YOUR GOAL:
Search the data below for the word "Kielder" and report how many lines contain it. Nothing but the number is needed.

RECORDED DATA:
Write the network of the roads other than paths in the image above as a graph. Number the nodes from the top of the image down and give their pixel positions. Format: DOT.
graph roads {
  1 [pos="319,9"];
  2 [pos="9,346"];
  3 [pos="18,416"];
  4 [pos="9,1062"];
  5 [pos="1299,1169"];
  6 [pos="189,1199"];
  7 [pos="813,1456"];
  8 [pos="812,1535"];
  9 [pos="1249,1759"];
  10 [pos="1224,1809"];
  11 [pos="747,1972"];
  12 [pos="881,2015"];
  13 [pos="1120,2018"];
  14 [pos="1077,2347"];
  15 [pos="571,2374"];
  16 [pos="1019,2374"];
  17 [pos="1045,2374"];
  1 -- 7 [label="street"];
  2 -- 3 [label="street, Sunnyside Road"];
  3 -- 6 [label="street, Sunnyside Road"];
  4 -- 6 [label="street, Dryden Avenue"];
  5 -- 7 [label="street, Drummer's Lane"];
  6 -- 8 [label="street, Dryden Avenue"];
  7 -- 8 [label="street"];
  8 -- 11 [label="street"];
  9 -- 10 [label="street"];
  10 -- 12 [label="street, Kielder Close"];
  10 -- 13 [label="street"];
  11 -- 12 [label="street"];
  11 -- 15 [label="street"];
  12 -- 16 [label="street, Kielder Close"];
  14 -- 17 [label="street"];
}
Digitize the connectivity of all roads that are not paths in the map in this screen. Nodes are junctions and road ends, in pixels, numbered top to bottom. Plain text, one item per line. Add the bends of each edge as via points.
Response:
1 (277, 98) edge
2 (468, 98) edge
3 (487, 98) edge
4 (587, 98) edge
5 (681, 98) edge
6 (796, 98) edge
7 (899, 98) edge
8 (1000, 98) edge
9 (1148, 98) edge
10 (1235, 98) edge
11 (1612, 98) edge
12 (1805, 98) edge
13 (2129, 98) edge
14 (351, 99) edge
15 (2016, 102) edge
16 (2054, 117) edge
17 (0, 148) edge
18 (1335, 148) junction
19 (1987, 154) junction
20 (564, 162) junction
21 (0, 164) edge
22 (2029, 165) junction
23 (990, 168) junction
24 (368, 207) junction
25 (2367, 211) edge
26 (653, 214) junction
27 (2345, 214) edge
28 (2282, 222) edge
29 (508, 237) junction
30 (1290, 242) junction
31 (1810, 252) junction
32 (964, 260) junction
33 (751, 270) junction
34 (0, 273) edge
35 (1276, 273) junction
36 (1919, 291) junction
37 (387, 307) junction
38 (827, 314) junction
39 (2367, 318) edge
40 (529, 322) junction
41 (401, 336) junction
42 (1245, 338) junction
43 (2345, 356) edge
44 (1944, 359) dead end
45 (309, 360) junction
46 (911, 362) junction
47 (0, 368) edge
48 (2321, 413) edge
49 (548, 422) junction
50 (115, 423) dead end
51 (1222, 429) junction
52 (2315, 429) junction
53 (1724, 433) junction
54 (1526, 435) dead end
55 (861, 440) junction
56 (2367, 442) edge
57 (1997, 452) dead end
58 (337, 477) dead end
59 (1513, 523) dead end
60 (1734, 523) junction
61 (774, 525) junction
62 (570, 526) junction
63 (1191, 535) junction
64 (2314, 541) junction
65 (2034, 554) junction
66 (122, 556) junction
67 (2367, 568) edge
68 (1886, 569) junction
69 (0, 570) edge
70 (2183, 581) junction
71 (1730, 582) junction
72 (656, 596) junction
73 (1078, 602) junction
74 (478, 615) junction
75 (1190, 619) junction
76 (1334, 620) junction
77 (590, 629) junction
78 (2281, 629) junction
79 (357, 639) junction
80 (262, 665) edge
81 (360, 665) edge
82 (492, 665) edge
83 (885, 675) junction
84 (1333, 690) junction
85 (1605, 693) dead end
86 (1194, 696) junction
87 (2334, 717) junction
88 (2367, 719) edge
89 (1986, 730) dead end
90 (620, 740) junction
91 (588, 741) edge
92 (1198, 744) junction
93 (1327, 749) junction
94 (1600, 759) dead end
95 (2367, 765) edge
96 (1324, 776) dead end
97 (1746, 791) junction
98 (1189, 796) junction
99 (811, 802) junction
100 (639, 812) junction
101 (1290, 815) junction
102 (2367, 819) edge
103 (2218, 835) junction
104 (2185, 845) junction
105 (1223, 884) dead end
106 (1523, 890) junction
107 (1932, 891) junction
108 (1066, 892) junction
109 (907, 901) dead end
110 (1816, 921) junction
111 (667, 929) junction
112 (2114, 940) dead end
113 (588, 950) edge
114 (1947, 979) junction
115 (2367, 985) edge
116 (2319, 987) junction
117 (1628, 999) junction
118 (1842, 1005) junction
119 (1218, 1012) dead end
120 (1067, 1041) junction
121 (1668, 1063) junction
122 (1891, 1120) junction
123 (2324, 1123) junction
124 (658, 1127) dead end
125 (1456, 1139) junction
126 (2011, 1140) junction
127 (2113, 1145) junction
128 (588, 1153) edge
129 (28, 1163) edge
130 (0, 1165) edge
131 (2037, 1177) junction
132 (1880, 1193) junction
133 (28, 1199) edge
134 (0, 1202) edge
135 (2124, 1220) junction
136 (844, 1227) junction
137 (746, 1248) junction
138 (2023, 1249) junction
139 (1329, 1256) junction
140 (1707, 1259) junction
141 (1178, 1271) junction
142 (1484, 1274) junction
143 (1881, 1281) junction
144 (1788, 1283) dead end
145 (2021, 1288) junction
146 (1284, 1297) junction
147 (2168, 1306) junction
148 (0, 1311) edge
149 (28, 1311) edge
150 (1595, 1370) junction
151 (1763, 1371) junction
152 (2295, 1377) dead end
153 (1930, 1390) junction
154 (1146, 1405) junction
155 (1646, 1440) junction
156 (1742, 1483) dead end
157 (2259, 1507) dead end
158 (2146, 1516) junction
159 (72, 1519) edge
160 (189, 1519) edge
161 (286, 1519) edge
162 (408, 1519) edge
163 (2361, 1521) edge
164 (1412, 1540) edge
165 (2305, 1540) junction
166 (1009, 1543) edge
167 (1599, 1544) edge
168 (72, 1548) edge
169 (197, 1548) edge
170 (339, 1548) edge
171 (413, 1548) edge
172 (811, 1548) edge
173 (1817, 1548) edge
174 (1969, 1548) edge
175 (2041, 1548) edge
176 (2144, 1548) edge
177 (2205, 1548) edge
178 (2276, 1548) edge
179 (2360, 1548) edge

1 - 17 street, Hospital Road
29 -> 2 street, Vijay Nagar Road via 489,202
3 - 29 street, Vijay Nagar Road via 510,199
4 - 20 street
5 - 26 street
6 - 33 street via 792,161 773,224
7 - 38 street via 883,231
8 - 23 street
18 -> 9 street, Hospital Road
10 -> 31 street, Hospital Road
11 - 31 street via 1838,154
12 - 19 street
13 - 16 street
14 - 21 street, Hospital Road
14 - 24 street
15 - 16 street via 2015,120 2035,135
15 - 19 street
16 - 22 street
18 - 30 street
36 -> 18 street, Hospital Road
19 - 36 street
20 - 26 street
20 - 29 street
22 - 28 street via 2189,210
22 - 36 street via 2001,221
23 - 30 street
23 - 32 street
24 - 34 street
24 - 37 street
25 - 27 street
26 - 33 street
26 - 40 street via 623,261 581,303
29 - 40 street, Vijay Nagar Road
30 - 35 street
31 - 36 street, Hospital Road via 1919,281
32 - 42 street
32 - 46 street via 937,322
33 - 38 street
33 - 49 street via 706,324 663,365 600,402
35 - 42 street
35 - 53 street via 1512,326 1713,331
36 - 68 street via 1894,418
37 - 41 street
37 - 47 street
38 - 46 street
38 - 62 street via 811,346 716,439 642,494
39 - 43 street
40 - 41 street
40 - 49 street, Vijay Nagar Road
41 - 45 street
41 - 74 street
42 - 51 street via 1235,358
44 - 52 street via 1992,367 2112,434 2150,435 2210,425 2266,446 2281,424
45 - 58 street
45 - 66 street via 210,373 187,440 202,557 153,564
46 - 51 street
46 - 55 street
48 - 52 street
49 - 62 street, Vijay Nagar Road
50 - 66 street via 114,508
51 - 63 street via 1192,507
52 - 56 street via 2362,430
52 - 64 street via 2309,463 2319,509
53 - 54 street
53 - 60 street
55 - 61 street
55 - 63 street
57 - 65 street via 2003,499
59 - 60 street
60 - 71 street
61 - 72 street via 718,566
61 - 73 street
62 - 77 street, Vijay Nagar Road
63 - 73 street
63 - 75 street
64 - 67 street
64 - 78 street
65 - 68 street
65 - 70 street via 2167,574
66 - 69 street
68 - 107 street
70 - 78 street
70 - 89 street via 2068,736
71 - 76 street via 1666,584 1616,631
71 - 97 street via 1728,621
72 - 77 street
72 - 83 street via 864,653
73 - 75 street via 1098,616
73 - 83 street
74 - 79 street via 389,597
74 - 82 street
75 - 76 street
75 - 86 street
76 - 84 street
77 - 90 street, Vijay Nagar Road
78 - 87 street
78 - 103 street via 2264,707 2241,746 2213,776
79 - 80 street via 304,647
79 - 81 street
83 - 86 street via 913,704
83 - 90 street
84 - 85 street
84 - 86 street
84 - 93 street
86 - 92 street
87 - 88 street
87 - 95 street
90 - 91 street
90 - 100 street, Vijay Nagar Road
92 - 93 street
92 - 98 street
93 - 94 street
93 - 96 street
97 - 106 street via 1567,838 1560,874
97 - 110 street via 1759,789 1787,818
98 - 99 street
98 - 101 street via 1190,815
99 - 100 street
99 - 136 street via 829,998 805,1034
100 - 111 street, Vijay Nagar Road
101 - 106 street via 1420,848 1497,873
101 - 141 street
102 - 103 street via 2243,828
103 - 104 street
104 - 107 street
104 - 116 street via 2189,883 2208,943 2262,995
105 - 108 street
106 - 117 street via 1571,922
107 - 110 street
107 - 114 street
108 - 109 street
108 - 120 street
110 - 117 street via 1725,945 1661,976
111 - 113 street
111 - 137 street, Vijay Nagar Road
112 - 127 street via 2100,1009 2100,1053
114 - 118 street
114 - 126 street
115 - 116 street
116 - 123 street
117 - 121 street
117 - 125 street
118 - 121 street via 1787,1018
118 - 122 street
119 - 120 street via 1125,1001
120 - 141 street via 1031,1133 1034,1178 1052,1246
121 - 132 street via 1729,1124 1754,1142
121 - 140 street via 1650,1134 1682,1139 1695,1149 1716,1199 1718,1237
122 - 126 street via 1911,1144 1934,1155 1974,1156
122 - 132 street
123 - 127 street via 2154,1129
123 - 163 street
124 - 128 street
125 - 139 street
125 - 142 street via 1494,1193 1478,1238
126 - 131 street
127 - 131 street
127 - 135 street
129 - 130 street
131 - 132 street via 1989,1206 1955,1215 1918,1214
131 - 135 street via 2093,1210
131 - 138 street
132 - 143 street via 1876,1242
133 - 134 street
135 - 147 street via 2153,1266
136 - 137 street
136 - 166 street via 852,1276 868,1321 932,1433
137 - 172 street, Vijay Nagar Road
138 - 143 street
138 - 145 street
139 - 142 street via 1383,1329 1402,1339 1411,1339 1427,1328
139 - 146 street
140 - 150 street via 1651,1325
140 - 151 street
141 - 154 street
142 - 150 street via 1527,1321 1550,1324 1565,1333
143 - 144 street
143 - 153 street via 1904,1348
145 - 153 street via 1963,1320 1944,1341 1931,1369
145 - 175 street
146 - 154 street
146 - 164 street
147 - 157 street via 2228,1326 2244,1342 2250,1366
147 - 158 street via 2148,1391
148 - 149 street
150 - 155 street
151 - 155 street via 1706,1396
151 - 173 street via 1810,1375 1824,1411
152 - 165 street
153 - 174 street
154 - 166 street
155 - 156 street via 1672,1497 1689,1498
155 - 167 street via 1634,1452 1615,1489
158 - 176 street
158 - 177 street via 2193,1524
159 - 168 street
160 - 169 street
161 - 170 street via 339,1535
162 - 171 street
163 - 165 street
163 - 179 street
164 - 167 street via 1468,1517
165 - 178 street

TASK RESULT:
2